B) Que los capitales externos inviertan en cuestiones estratégicas, en las mismas condiciones que los nacionales (eso, debido a que pueden tener más ventajas crediticias que los argentinos, y más poder económico que los capitales nacionales, podría significar un grado de extranjerización inconveniente de nuestra economía).

C) Que se privaticen servicios que hasta ahora eran considerados de prestación exclusiva por el Estado.
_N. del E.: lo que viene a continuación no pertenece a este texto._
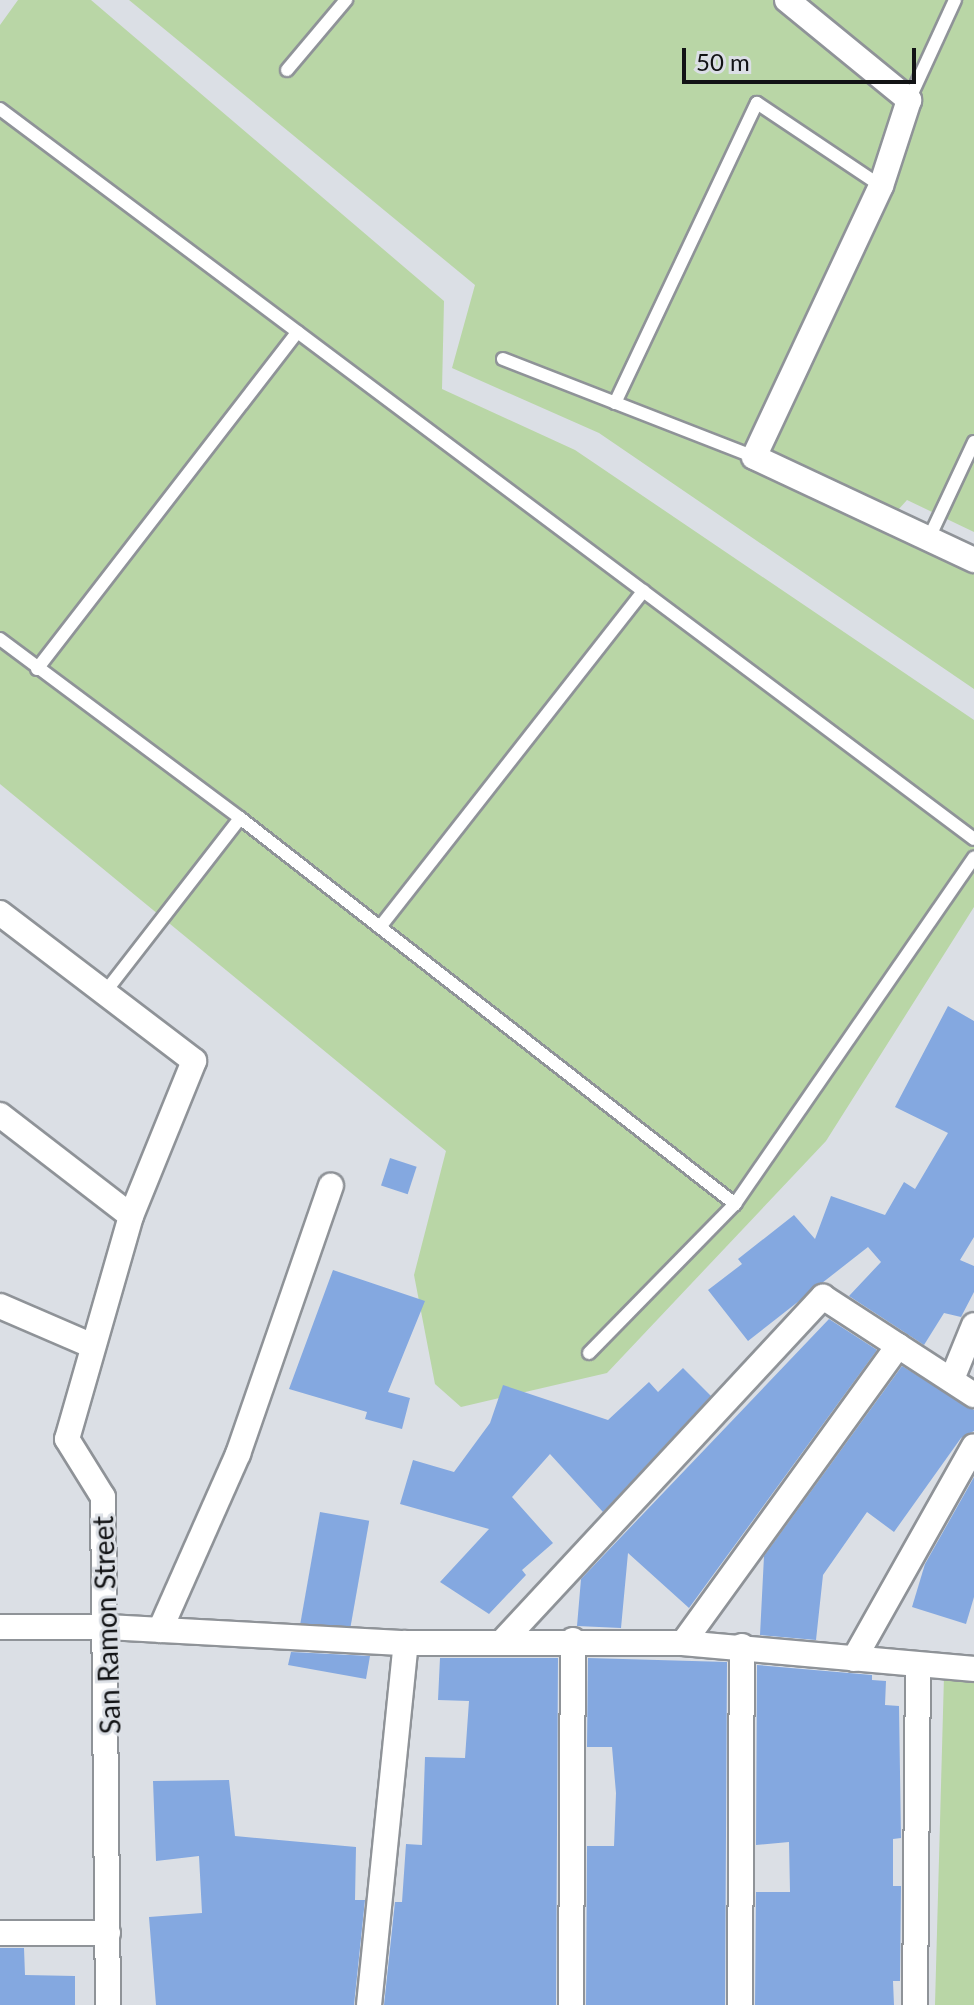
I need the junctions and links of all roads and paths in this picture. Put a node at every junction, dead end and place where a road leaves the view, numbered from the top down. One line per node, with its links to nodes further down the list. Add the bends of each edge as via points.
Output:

Y por supuesto, a manos de capital extranjero.

 D) La posibilidad de que se cambie, para bien o para mal, la legislación laboral.

 E) La posibilidad de que bajen o suban impuestos a determinados actores y actividades económicas (recordemos que la tesis dominante es que, para alentar inversiones, hay que bajar impuestos al capital).

 F) La posibilidad de que los juicios que nos hagan los inversores externos, se tramiten en tribunales privados.

 G) La posibilidad de que se reduzcan las precauciones ambientales.

H) La posibilidad de que se limite la capacidad de los parlamentos nacionales de legislar sobre determinadas cuestiones previstas en los tratados.

 I) La posibilidad de que el Estado deba renunciar al poder de compra del Estado en beneficio del trabajo y el capital nacional. Lo mismo para los europeos, pero no creemos que estos últimos estén preocupados por la posibilidad de que las ofertas de la industria argentina, sea más ventajosa que la nacional.

Pese, o por, la falta de información, en tiempos de hegemonía neoliberal, más vale estar atentos a las potencialidades de este tipo de acuerdos.